2. Wore that bra with the strappy back. It’s from Free People and I buy a new set every summer. Black for every day, white for when the black just won’t work, some color for the 3 times out of the year I feel like wearing color (aka: when the black is dirty). The tank tops I’ve taken from Greg that dip on the sides show off the straps. The backless tank tops I wear when it gets above 80 degrees show the way it laces up my back. And inevitably, when I’m at a bar some guy will lean over me while I’m waiting for my drink and heave into my ear, “Nice bra.” And they are great bras—which is why I buy a new set every summer. But they have nothing to do with the fact that you can see them and everything to do with I just like them.

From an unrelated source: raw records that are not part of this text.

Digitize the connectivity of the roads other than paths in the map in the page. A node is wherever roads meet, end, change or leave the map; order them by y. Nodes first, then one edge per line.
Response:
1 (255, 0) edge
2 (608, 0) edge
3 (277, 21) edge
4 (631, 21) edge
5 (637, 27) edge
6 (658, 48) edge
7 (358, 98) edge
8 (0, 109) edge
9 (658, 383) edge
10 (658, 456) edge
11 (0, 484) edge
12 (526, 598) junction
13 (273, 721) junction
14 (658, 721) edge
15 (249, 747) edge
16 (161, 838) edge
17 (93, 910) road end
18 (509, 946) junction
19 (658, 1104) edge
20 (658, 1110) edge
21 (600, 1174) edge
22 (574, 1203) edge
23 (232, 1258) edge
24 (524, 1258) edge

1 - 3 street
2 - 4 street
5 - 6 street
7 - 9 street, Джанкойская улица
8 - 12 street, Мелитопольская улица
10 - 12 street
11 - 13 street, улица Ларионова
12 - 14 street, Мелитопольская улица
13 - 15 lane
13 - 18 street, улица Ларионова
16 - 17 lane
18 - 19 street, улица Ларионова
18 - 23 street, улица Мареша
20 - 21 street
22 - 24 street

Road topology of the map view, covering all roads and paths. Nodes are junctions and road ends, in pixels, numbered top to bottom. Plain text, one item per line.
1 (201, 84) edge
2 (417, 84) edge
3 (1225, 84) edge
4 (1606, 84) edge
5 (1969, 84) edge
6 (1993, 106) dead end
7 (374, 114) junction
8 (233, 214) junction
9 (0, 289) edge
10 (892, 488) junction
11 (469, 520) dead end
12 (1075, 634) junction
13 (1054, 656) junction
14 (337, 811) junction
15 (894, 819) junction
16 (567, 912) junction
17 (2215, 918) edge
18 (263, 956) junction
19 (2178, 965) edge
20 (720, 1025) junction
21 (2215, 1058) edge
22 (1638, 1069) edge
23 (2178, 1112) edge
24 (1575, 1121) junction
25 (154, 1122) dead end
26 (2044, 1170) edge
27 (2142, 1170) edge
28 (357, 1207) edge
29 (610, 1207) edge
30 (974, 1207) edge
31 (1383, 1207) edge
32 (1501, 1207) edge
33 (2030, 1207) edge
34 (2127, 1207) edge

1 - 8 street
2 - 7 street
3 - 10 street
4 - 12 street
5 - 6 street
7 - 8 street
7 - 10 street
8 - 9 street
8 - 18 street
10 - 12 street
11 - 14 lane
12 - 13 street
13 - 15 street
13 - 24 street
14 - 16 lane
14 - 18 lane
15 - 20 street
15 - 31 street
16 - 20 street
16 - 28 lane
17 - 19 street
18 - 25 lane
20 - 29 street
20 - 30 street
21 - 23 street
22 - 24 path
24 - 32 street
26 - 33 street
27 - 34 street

3. Got a tattoo on my ribcage. He said they were hot. He said there was something so sexy about girls with tattoos there. And so when I etched a quote from my favorite book in that exact spot, he kept telling me it was so sexy, so hot, so glad I did that for him. But I’d always been thinking about doing it, I’d always loved that quote. The idea had been in my mind long before he thought he had any say.

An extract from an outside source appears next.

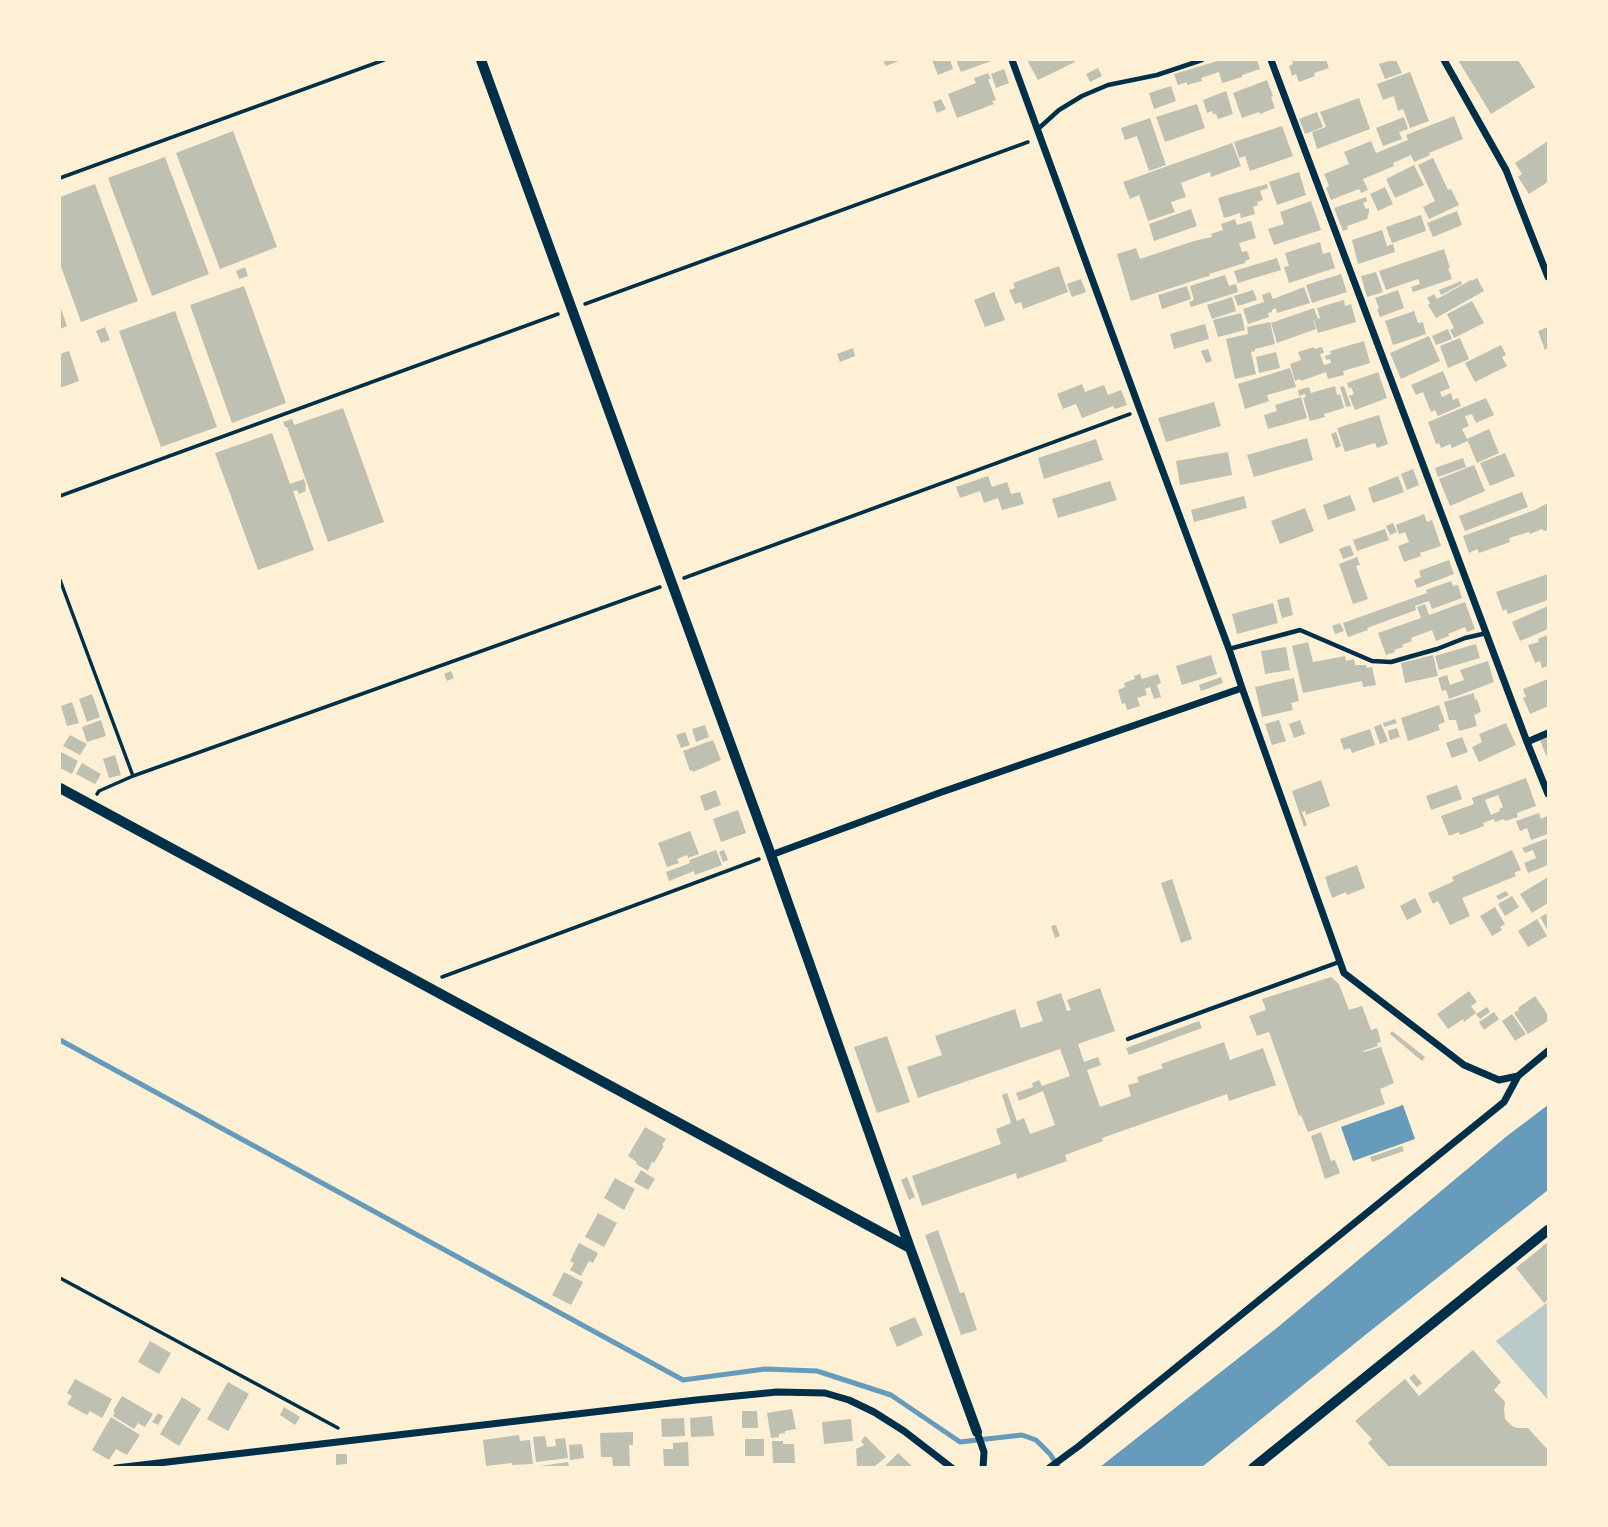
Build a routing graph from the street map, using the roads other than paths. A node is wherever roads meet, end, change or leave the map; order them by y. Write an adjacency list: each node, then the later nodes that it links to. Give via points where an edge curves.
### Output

4. Adderall. He lined the little white lines along my coffee table and said something about how he never thought he’d be doing this with me. But I was moving out of my apartment in 3 days and just really needed to pack.

5. Flew to San Francisco. Seeing him was only a bonus. And when I talk about that trip I talk about Ari, and bonding, and a friendship that’s more important to me than anything. When I talk about that trip I barely even remember that he was a part of it.

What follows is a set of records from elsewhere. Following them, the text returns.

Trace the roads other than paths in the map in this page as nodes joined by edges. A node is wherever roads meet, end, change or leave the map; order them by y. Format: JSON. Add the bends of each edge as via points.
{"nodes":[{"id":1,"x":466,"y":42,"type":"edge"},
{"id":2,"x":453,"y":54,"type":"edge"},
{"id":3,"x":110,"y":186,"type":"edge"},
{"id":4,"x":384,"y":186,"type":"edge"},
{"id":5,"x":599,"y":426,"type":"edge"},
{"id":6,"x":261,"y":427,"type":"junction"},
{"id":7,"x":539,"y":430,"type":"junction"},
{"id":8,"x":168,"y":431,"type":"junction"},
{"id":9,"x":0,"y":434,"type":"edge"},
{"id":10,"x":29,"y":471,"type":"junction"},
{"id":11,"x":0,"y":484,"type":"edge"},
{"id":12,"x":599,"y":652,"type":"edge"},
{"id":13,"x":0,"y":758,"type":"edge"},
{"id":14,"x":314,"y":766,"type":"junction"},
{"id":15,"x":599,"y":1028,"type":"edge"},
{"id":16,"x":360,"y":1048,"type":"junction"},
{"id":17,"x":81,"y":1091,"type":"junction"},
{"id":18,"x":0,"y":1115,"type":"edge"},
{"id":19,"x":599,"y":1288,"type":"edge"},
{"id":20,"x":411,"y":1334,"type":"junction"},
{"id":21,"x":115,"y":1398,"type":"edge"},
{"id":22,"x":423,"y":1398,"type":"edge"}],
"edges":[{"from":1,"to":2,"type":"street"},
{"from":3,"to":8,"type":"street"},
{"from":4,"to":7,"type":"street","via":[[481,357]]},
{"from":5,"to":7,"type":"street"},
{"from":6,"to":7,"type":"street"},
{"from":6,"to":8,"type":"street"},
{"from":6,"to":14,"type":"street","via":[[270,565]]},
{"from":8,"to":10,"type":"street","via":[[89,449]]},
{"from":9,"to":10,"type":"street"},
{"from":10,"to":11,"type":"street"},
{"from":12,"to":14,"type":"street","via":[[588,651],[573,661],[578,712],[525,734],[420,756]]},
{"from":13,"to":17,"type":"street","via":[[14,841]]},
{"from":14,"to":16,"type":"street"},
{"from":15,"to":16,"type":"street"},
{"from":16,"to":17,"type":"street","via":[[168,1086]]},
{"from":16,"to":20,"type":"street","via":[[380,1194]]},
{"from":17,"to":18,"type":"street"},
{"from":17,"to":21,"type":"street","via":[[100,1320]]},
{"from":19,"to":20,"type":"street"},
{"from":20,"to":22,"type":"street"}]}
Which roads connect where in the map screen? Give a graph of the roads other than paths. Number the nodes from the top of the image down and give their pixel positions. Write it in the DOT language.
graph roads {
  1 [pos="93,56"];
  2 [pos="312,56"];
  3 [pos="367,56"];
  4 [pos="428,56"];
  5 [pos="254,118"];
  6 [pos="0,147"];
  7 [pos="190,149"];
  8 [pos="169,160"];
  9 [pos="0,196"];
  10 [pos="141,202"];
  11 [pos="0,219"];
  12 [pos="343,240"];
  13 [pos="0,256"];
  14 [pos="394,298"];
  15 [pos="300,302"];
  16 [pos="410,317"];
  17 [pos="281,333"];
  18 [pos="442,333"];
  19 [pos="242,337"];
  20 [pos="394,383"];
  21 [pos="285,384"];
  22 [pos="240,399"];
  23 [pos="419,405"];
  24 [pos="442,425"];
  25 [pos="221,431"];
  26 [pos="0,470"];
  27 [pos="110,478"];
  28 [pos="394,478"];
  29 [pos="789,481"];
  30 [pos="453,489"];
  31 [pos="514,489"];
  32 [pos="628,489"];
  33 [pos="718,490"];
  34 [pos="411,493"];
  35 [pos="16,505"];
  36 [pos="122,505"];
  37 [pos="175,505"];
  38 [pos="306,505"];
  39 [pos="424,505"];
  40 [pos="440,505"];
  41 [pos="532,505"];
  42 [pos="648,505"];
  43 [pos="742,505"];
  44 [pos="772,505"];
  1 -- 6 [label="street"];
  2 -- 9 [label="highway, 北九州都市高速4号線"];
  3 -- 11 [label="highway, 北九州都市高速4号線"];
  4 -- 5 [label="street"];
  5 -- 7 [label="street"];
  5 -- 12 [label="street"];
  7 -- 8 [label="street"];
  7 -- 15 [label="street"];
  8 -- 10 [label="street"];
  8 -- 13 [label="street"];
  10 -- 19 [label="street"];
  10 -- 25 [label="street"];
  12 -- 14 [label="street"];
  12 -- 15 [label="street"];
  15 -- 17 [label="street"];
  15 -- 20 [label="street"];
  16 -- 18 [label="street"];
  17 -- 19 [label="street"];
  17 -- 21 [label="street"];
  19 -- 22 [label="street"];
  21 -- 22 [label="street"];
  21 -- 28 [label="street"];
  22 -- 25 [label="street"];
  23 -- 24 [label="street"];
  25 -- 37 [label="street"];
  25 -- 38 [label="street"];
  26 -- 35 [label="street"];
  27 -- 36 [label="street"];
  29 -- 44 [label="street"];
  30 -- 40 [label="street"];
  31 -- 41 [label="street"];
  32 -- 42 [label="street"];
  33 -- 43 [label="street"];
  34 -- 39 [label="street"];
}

6. Left immediately after sex. “It’s really cool that you’re not the kind of girl who needs to hang out in the morning just because.” I read the text after getting out of my shower, in my apartment, with my dog, and got back into my bed, which is just where I’d rather be.

7. Dyed my hair red. He said he’d always loved redheads. It was for a show where I was contracted and had no say in the matter.

8. Dyed my hair blonde. He said it was so hot how I looked like a different person. I think he was trying to figure out if he would be able to talk me into role playing. I told him that it was Ari’s idea and didn’t invite him to New Year’s.

9. Dyed my hair at all. I read an article about how apparently, guys are really into girls with blue hair. I redownloaded Bumble reluctantly after an 8-month hiatus and every other message is something like, “So do you still have that blue hair?” or, “Your hair *heart eyes*.” And yes, my blue hair is incredible. But I don’t sit in a chair for 5 hours every 5 weeks to be someone’s Manic Pixie Dream Girl. And I’m not going to be the girl with the blue hair who made them realize they could love themselves. It’s not in the cards.

10. Kissed her. We were sitting at her bar and she leaned over while I was reading and just kissed me quickly. The kind of kiss that’s so innocuous it’s nothing. It’s more of a fleeting thing, a way of saying, “I’ll be right back,” than an actual kiss. So it made it that much more laughable when we left the bar and some 22-year-old-looking dude catcalled our way, “Kiss her again!!” And make no mistake, I did kiss her again later after we flicked him off and told him to go home and masturbate some more. But that one wasn’t for him either.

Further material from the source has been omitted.